Réunie le 27 février 2026 à la Cité de l’Union africaine, lors de la 80ᵉ session du Conseil des ministres, la cheffe du gouvernement, Judith Suminwa, a mis en avant l’urgence d’une action structurée. Devant le président Félix Tshisekedi et les membres de l’exécutif, elle a souligné que la dégradation de l’air, des cours d’eau et des terres constitue désormais un enjeu prioritaire pour les autorités de la République démocratique du Congo.

Des inspections aux conclusions préoccupantes

Des missions de contrôle récemment menées dans les provinces du Lualaba et du Haut-Katanga ont mis au jour des irrégularités notables. Le rapport officiel fait état d’infractions importantes imputables à certaines entreprises minières, mais aussi de défaillances au sein des mécanismes publics censés assurer la surveillance du secteur. Ces lacunes engagent directement la responsabilité des services techniques concernés.

Un engagement international sous pression

La question environnementale figure parmi les douze engagements contractés par la RDC dans le cadre du programme de « Facilité pour la résilience et la durabilité » négocié avec le Fonds monétaire international. L’échéance de ce partenariat est fixée à février 2027, accentuant la pression sur les autorités pour produire des résultats concrets.

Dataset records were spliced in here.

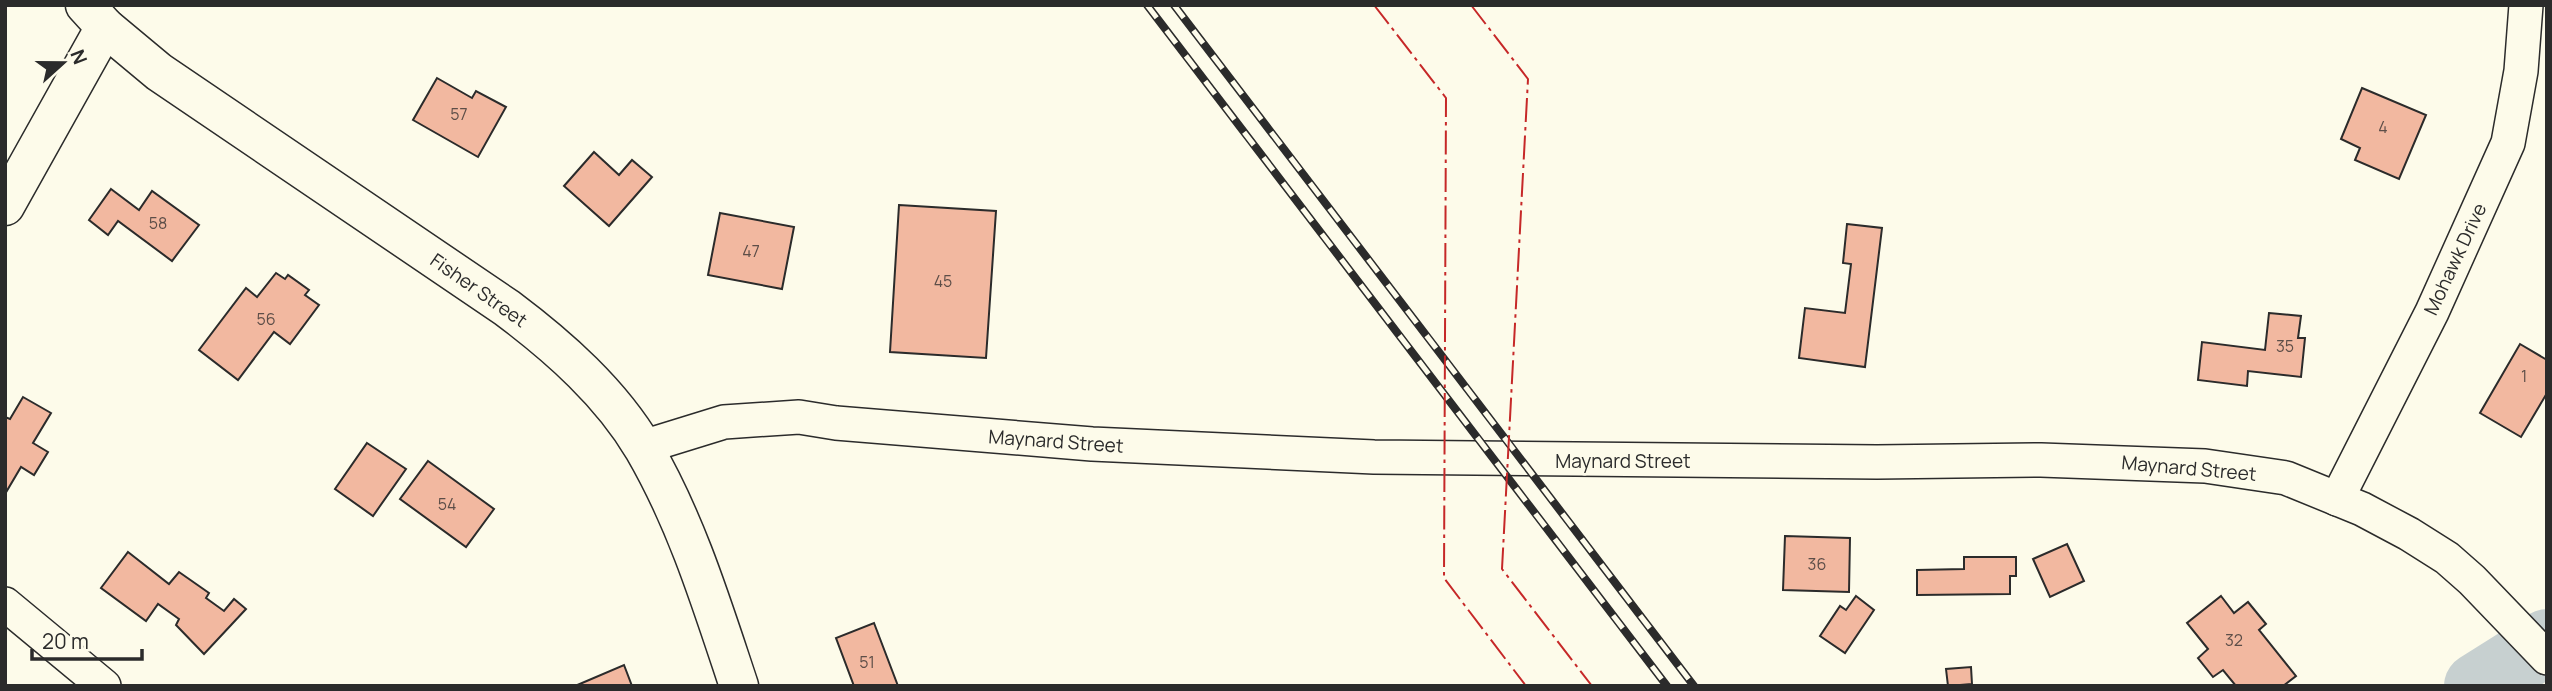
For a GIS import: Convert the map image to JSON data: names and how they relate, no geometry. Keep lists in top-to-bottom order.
{
  "streets": {
    "main road": ["Fisher Street"],
    "street": ["Mohawk Drive", "Maynard Street"]
  },
  "crossings": [
    ["Mohawk Drive", "Maynard Street"],
    ["Fisher Street", "Maynard Street"]
  ],
  "house_numbers": [
    "57",
    "4",
    "58",
    "47",
    "45",
    "56",
    "35",
    "1",
    "54",
    "36",
    "32",
    "51"
  ],
  "scale_bar": "20 m",
  "north": "right"
}
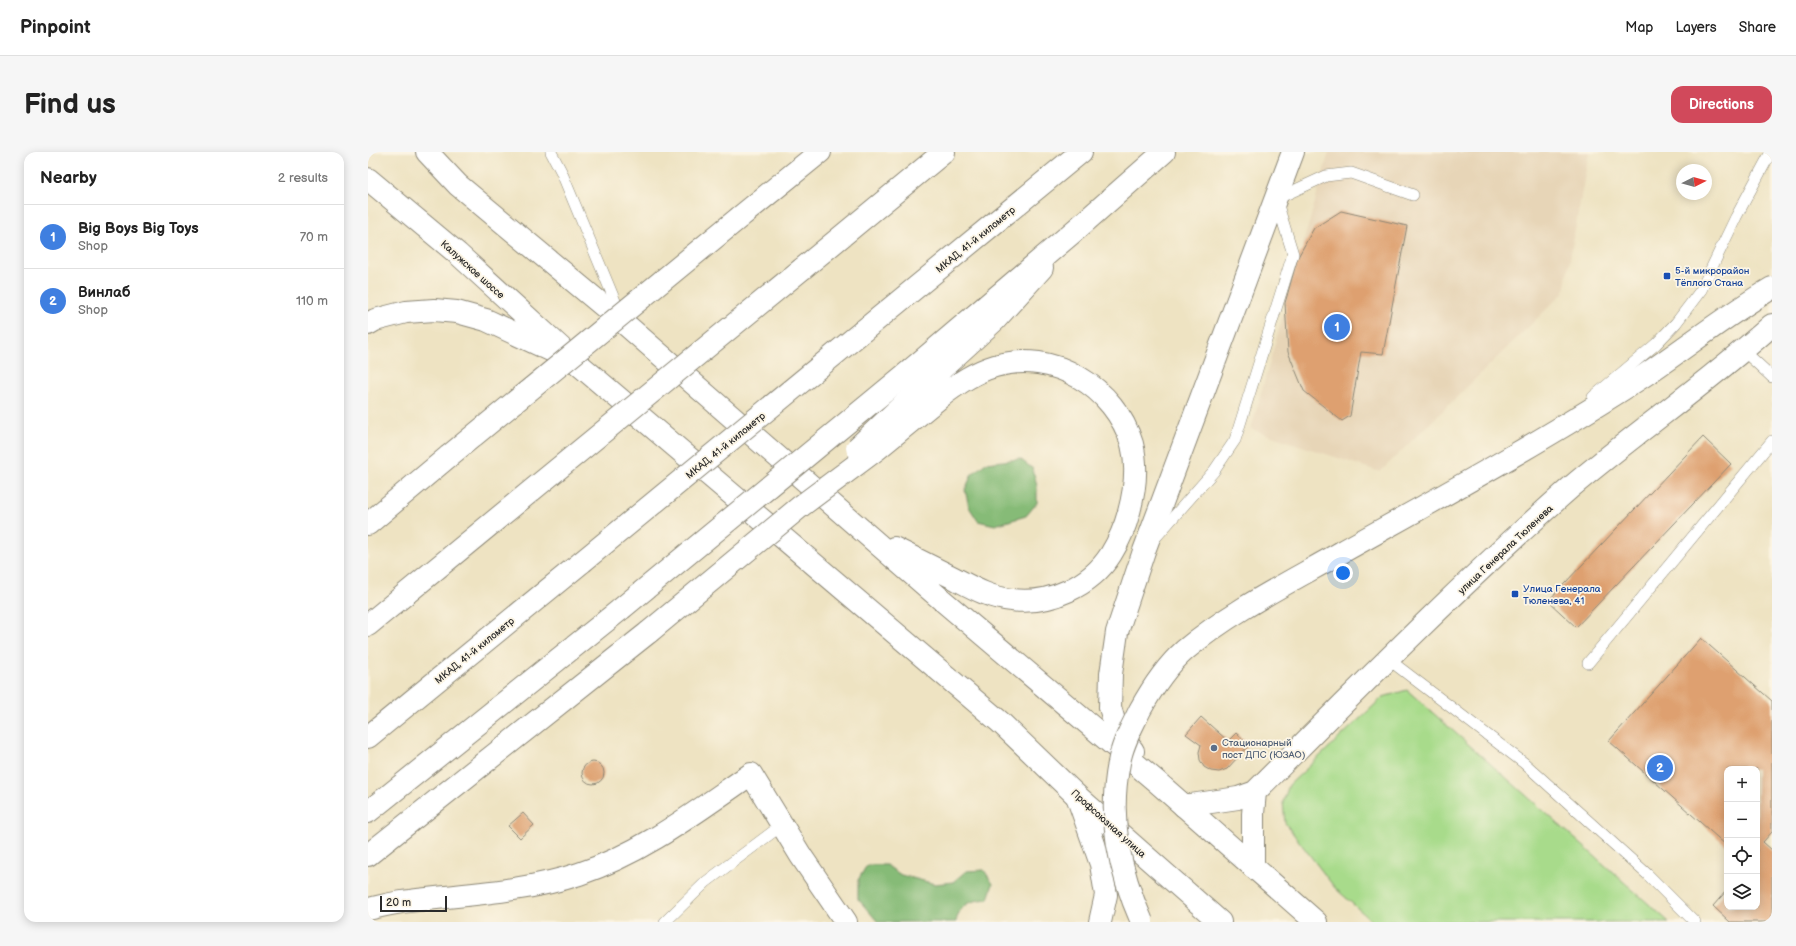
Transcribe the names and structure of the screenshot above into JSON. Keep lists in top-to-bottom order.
{
  "streets": {
    "main road": [
      "МКАД, 41-й километр",
      "Калужское шоссе",
      "улица Генерала Тюленева",
      "Профсоюзная улица"
    ]
  },
  "crossings": [
    ["Калужское шоссе", "Профсоюзная улица"]
  ],
  "places": {
    "transit": ["5-й микрорайон Тёплого Стана", "Улица Генерала Тюленева, 41"],
    "other": ["Стационарный пост ДПС (ЮЗАО)"]
  },
  "scale_bar": "20 m",
  "north": "right",
  "page": {
    "header": "Pinpoint",
    "nav": ["Map", "Layers", "Share"],
    "buttons": "Directions",
    "title": "Find us",
    "heading": ["Nearby", "2 results"],
    "list": [
      {
        "mark": "1",
        "name": "Big Boys Big Toys",
        "note": "Shop",
        "value": "70 m"
      },
      {
        "mark": "2",
        "name": "Винлаб",
        "note": "Shop",
        "value": "110 m"
      }
    ],
    "pins": ["1", "2"],
    "map_buttons": ["+", "−"],
    "scale": "20 m"
  }
}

Dans cette optique, la Première ministre a instruit les ministres en charge de l’Environnement et des Mines de mettre en place une commission conjointe réunissant des experts des deux administrations. Cette structure devra formuler rapidement des propositions pour instaurer un système de contrôle plus performant et mieux coordonné sur le terrain.

La Primature prévoit également de mobiliser l’expertise de ses conseillers afin de soutenir une réforme globale visant à protéger plus efficacement les écosystèmes et les communautés riveraines.

Le précédent de Lubumbashi

Cette volonté de fermeté intervient après un grave incident environnemental survenu le 4 novembre 2025 à Lubumbashi. La rupture d’un bassin de rétention exploité par la société Congo Dongfang Mining avait entraîné le déversement massif d’eaux usées dans le quartier Kassapa.

Habitations, axes routiers, rivières ainsi que le marché « Moïse » avaient été submergés, exposant les populations à d’importants risques sanitaires. Les autorités avaient alors évoqué une catastrophe environnementale majeure.

À la suite de cet épisode, le ministre d’État à la Justice, Guillaume Ngefa, avait ordonné l’ouverture d’une procédure judiciaire afin d’identifier les responsabilités et d’envisager d’éventuelles poursuites.
Lors d’un précédent Conseil des ministres, le président Félix Tshisekedi avait dénoncé ces pratiques, les qualifiant d’irresponsables et contraires aux lois nationales ainsi qu’aux normes régissant l’industrie extractive. Tout en saluant les premières mesures conservatoires prises par le ministère des Mines, il avait exigé que toute la lumière soit faite et que les auteurs des manquements répondent de leurs actes.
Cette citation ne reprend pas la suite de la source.